L'avocat
Dmytro Konovalenko
Contexte de l’affaire
Notre client faisait l’objet d’une Red Notice d’INTERPOL publiée à la demande des autorités d’un État étranger. Les accusations portaient sur une prétendue fraude aggravée et une participation à une organisation criminelle dans le cadre d’investissements liés à l’achat, à la réparation et à la revente de turbines d’avion.
Selon les autorités requérantes, plusieurs investisseurs avaient confié d’importantes sommes d’argent à une société, sans jamais obtenir le rendement promis ni le remboursement de leurs investissements. Une procédure pénale a alors été engagée contre notre client, suivie de la diffusion d’une Red Notice par INTERPOL.
Cependant, un litige civil concernant les mêmes relations contractuelles était déjà en cours devant les juridictions américaines. Cet élément est devenu l’un des principaux fondements de notre demande adressée à la Commission de contrôle des fichiers d’INTERPOL.
Notre intervention
Nos avocats ont préparé et déposé une demande de suppression de la Red Notice auprès de la Commission de contrôle des fichiers d’INTERPOL (CCF).
Nous avons démontré que cette affaire découlait d’un différend contractuel et d’investissements commerciaux, et non d’un véritable système de fraude organisée. Afin d’étayer cette position, nous avons présenté les contrats d’investissement, les documents relatifs aux négociations entre les parties ainsi que les pièces de la procédure civile pendante aux États-Unis.
Nous avons également souligné que les informations diffusées par INTERPOL ne décrivaient pas de manière suffisamment précise l’implication personnelle de notre client dans les infractions alléguées.
En particulier, l’État requérant n’avait pas expliqué :
- quelles actions précises de notre client constituaient une fraude ;
- en quoi les faits reprochés dépassaient un simple manquement à des obligations contractuelles ;
- pourquoi notre client était poursuivi personnellement alors que les investissements avaient été réalisés au profit de la société ;
- comment le prétendu mécanisme frauduleux fonctionnait concrètement ;
- ni comment les fonds auraient été détournés ou répartis.
Ces insuffisances ont constitué le fondement principal de notre argumentation juridique.
Conclusions de la Commission
La Commission a rappelé que la fraude à grande échelle peut, en principe, constituer une infraction de droit commun suffisamment grave pour justifier une coopération policière internationale.
Toutefois, après examen du dossier, elle a estimé que les informations communiquées ne permettaient pas de démontrer que cette affaire dépassait le cadre d’un simple litige commercial.

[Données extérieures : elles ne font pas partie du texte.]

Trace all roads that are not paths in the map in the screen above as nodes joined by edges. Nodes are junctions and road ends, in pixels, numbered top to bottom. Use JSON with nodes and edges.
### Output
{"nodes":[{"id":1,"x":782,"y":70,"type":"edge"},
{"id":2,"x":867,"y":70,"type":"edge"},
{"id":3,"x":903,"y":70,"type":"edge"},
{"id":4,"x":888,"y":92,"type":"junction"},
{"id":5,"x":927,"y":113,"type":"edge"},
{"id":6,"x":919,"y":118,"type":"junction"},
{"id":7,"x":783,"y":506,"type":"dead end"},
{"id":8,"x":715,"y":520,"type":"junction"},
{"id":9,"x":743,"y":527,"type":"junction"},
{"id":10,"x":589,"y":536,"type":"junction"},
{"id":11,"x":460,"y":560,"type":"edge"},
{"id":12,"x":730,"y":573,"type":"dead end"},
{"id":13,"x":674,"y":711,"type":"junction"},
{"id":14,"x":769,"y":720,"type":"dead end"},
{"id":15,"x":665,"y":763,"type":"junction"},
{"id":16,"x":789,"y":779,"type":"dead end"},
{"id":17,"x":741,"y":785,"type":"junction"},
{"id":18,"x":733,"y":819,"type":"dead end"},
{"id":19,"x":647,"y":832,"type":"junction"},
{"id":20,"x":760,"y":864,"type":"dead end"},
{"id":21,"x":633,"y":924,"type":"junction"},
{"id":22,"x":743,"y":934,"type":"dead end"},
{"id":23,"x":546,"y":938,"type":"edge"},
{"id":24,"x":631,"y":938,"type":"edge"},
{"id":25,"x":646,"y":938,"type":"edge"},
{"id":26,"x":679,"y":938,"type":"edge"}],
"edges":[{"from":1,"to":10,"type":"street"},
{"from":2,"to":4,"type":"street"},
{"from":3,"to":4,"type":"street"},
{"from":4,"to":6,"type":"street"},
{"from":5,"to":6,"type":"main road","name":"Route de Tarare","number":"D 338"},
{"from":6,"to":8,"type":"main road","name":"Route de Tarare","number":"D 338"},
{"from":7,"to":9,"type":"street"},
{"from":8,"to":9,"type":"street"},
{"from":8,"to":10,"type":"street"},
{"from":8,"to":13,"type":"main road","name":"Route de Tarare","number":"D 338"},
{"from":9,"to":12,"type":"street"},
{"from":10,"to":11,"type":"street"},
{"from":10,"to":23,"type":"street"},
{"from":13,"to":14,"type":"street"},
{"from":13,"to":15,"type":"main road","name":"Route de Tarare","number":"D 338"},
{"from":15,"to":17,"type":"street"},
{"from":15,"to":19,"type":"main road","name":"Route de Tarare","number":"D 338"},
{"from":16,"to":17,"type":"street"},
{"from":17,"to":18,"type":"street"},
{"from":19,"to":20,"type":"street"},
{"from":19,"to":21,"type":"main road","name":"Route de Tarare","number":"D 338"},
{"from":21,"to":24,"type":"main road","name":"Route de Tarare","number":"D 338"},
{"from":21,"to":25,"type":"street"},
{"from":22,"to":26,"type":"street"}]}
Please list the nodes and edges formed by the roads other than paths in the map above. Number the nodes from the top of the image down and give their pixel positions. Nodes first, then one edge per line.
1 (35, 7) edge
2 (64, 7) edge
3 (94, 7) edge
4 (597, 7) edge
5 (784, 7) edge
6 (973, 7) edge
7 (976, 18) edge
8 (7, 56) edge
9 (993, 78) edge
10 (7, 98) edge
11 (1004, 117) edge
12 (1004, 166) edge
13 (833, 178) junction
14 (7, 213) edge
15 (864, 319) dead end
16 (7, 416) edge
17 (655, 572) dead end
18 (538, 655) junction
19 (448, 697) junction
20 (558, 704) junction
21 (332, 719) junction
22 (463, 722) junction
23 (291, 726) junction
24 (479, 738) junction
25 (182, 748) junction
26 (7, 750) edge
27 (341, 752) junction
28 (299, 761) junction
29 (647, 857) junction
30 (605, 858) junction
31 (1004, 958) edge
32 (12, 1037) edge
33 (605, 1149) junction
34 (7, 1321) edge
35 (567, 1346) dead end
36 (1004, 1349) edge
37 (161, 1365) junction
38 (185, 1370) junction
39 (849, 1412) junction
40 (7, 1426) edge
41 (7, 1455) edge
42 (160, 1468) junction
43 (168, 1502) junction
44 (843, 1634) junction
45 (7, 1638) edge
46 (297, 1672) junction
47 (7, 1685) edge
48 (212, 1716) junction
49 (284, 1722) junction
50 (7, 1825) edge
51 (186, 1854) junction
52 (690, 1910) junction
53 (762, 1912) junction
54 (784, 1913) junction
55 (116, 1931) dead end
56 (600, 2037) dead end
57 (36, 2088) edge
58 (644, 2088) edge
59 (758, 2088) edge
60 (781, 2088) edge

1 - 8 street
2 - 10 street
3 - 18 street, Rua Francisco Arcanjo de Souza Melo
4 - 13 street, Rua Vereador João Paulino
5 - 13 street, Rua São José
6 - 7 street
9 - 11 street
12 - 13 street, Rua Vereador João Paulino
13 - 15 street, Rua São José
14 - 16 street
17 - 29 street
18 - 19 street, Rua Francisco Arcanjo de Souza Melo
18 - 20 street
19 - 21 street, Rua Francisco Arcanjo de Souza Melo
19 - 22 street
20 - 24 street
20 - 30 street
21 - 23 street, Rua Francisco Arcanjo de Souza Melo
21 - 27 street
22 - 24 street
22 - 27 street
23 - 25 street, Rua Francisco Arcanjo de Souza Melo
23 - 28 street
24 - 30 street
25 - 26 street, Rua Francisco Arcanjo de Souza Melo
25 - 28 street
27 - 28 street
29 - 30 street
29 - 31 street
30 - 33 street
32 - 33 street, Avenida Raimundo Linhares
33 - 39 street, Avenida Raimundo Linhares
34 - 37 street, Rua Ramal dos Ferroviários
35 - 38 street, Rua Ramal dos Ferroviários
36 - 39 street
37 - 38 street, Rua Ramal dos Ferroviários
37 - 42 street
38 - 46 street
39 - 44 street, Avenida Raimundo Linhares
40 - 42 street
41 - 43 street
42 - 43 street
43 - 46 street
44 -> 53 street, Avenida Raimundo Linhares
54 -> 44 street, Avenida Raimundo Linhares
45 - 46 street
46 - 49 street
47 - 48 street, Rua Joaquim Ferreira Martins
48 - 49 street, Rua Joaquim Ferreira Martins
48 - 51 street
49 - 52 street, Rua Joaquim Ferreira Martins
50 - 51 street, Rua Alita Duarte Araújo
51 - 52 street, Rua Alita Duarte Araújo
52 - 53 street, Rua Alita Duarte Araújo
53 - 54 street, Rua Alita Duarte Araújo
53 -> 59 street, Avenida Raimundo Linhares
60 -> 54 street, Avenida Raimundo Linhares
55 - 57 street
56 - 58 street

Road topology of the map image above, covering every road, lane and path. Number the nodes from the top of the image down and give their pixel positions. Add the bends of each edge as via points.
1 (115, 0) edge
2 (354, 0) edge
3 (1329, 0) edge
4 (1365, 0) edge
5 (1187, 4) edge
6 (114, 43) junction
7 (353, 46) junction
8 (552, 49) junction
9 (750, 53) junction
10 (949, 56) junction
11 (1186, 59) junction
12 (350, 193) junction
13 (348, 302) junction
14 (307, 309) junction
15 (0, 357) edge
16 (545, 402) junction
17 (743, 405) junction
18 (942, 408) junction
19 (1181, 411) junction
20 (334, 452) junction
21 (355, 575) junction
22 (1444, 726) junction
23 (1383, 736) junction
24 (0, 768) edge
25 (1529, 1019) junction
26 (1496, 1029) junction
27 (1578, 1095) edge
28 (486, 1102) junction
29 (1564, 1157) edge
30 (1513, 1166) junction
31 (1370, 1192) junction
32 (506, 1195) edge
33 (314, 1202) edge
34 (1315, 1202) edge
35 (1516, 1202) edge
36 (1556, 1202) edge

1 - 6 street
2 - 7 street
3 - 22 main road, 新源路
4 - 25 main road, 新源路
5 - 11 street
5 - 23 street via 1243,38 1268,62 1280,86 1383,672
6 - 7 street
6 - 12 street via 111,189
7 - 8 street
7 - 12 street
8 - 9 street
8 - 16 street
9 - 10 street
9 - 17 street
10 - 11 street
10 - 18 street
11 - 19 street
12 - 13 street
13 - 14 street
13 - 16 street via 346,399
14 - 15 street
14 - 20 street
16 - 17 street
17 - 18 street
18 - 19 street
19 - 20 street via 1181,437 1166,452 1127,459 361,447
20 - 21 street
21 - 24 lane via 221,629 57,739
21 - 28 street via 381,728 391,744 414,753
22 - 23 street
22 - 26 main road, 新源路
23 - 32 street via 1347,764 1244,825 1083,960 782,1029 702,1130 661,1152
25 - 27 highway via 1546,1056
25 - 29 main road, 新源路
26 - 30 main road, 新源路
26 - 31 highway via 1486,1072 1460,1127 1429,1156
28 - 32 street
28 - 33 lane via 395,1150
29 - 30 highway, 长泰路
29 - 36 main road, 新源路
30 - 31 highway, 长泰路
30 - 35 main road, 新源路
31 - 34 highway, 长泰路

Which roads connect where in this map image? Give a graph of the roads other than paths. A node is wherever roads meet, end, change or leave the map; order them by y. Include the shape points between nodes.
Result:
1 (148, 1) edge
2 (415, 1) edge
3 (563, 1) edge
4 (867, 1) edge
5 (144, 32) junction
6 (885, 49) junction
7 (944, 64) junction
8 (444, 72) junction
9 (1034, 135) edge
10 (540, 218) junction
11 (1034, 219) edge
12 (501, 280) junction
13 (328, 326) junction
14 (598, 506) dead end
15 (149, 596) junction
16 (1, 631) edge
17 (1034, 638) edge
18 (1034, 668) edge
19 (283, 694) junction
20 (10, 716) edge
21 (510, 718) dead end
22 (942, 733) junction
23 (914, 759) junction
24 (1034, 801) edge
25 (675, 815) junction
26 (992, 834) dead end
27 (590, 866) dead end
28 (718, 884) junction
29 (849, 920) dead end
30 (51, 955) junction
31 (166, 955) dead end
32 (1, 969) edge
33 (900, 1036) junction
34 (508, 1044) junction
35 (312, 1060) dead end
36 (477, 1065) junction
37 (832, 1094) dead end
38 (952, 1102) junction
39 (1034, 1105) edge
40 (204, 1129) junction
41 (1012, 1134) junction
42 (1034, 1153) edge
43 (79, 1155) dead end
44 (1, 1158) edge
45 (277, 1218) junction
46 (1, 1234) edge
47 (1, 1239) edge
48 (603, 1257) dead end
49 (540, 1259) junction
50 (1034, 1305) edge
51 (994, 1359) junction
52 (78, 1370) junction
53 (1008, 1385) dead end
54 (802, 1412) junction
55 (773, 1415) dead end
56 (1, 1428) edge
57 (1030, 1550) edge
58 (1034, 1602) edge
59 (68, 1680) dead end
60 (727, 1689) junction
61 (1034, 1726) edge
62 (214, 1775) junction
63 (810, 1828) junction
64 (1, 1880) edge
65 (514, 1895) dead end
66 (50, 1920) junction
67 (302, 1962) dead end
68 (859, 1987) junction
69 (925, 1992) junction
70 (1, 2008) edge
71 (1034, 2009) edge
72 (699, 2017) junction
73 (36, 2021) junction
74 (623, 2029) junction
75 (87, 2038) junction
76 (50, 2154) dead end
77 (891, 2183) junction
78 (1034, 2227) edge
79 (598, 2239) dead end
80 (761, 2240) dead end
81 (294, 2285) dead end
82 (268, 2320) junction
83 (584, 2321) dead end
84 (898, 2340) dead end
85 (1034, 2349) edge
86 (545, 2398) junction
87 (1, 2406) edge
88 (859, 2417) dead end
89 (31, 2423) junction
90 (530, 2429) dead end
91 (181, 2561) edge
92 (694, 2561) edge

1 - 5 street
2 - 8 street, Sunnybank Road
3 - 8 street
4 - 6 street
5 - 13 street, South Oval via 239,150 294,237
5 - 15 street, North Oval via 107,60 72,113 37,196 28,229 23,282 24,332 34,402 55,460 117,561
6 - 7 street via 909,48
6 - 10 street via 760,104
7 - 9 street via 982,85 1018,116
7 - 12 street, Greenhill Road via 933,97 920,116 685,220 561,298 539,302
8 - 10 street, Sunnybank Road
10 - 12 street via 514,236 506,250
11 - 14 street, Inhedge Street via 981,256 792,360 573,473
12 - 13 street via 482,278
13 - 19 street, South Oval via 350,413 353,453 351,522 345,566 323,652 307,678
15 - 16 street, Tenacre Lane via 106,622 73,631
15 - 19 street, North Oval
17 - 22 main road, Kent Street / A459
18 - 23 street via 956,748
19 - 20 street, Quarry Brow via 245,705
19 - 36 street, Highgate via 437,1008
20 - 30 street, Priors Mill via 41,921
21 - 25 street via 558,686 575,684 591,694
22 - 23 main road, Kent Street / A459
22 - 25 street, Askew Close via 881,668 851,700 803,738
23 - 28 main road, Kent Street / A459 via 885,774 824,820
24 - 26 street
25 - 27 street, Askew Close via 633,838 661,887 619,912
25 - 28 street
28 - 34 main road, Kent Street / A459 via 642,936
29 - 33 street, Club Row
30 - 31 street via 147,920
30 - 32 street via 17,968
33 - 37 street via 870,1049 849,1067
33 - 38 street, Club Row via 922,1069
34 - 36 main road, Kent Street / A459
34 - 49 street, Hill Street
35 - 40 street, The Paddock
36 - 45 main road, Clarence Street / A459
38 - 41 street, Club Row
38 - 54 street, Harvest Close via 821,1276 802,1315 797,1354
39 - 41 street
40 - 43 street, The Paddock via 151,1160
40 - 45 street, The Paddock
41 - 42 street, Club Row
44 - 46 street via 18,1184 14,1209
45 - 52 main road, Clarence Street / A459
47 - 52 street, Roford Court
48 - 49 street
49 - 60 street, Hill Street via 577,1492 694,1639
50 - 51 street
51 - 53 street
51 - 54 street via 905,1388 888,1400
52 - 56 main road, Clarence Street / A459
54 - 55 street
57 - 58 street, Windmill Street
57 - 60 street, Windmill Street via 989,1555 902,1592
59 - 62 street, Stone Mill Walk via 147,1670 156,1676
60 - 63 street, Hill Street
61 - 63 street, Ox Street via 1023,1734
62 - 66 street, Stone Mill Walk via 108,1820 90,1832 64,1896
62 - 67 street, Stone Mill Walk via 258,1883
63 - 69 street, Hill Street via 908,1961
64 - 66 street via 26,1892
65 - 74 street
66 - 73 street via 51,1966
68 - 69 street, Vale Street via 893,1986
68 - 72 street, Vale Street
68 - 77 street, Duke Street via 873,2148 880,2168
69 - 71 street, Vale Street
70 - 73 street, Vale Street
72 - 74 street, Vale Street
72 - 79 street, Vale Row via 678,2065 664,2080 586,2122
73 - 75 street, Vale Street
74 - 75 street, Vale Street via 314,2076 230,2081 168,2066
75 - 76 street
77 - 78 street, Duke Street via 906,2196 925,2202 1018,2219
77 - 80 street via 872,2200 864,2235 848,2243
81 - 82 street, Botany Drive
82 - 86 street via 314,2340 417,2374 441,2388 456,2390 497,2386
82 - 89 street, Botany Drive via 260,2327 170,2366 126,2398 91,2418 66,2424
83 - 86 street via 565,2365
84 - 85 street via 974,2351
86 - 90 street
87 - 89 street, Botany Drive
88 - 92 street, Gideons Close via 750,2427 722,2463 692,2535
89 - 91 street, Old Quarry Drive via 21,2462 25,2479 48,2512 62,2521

La Commission a notamment constaté que :
- la procédure pénale reposait sur les mêmes faits que l’action civile déjà pendante aux États-Unis ;
- les autorités requérantes n’avaient pas expliqué pourquoi la responsabilité pénale personnelle du client était engagée plutôt que celle de la société ;
- les actes frauduleux reprochés n’étaient pas décrits avec suffisamment de précision ;
- les allégations concernant la vente des garanties et la répartition des fonds n’étaient pas suffisamment étayées ;
- le rôle du client était essentiellement fondé sur sa qualité de dirigeant de la société, sans démonstration d’actes personnels constitutifs d’une infraction.
La Commission a également relevé des incohérences entre les montants effectivement investis et les sommes prétendument détournées.
Au regard de ces éléments, elle a conclu que le dossier présentait davantage les caractéristiques d’un litige commercial privé que d’une véritable affaire pénale.
Résultat
La Commission a conclu que les données contestées n’étaient pas conformes aux Règles d’INTERPOL relatives au traitement des données.
Cette décision rappelle que les mécanismes d’INTERPOL ne peuvent pas être utilisés pour exercer une pression dans le cadre d’un différend commercial ou d’un conflit contractuel. Pour qu’une Red Notice soit conforme aux règles d’INTERPOL, l’État requérant doit présenter une description claire et précise des actes pénalement répréhensibles imputés à la personne recherchée et démontrer que l’affaire relève effectivement de la criminalité de droit commun, et non d’un simple litige privé.
Pour notre client, cette décision a constitué une issue favorable, entraînant la suppression du fondement juridique permettant le maintien de la Red Notice dans les systèmes d’INTERPOL.